# Keyhole Cover Part Number



## dduk (Jan 3, 2002)

So, I'm looking for the driver's side keyhole cover part number, that been used to replace the lock cylinder in order to increase security on our E46's. I have a MY'02 sedan and need the correct part number. I think it's one of the following (taken from other boards with my guess on application):

51 21 7 002 227 (pre 9/00 coupe)
51 21 8 241 401 (post 9/00 coupe)

51 21 8 216 119 (pre 9/00 sedan)
51 21 8 253 477 (post 9/00 sedan)

Can anyone confirm the above part numbers (expecially the post 9/00 sedan).
Thanks

P.S. got my Bentley Manual in the mail and must say it's one of the best "upgrades" you can get for your car.
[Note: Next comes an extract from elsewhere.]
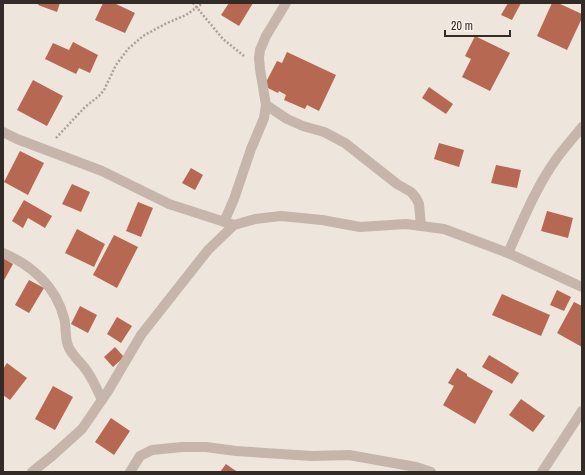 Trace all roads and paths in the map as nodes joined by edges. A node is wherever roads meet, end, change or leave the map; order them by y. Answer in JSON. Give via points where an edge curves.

Very well written with lots of electrical diags and useless, but interesting information.


----------



## Guest84 (Dec 21, 2001)

For my 01' 330Ci, this was the Drivers side door key hole cover number:

51 21 82 41 401


----------



## Clem (Oct 29, 2001)

The first ones look right, but as far as I knew the coupes and sedans use the same parts


----------



## dduk (Jan 3, 2002)

Clem, you must be the admin on every single board. From what I remember on the other boards, the sedan vs. coupe numbers are different.


----------



## in_d_haus (Jan 2, 2002)

Anyone got a pic?


----------



## Clem (Oct 29, 2001)

I have one sitting on my desk at home if that helps


----------



## Guest84 (Dec 21, 2001)

Doug, ..installation at the dealer was estimated at 1.5 hours of labor (~Cough..Bullshiit~Cough) and involves removing the door panel, something I have no desire to do at this moment in my life..so I bagged the idea.


----------



## ride365 (Dec 19, 2001)

it does not require removal of the door panel, but in the name of security i won't publicly say what it does involve.


----------



## Guest84 (Dec 21, 2001)

You could email me if you don't mind..

[email protected]


----------



## johnlew (Dec 25, 2001)

Sorry to sound like a dope, but what is a keyhole cover


----------



## ride365 (Dec 19, 2001)

johnlew said:


> *Sorry to sound like a dope, but what is a keyhole cover  *


if you look at your driver's side door handle, you'll see a hole where you insert your key. if you look at your passenger-side door handle, it's a smooth cover without keyhole.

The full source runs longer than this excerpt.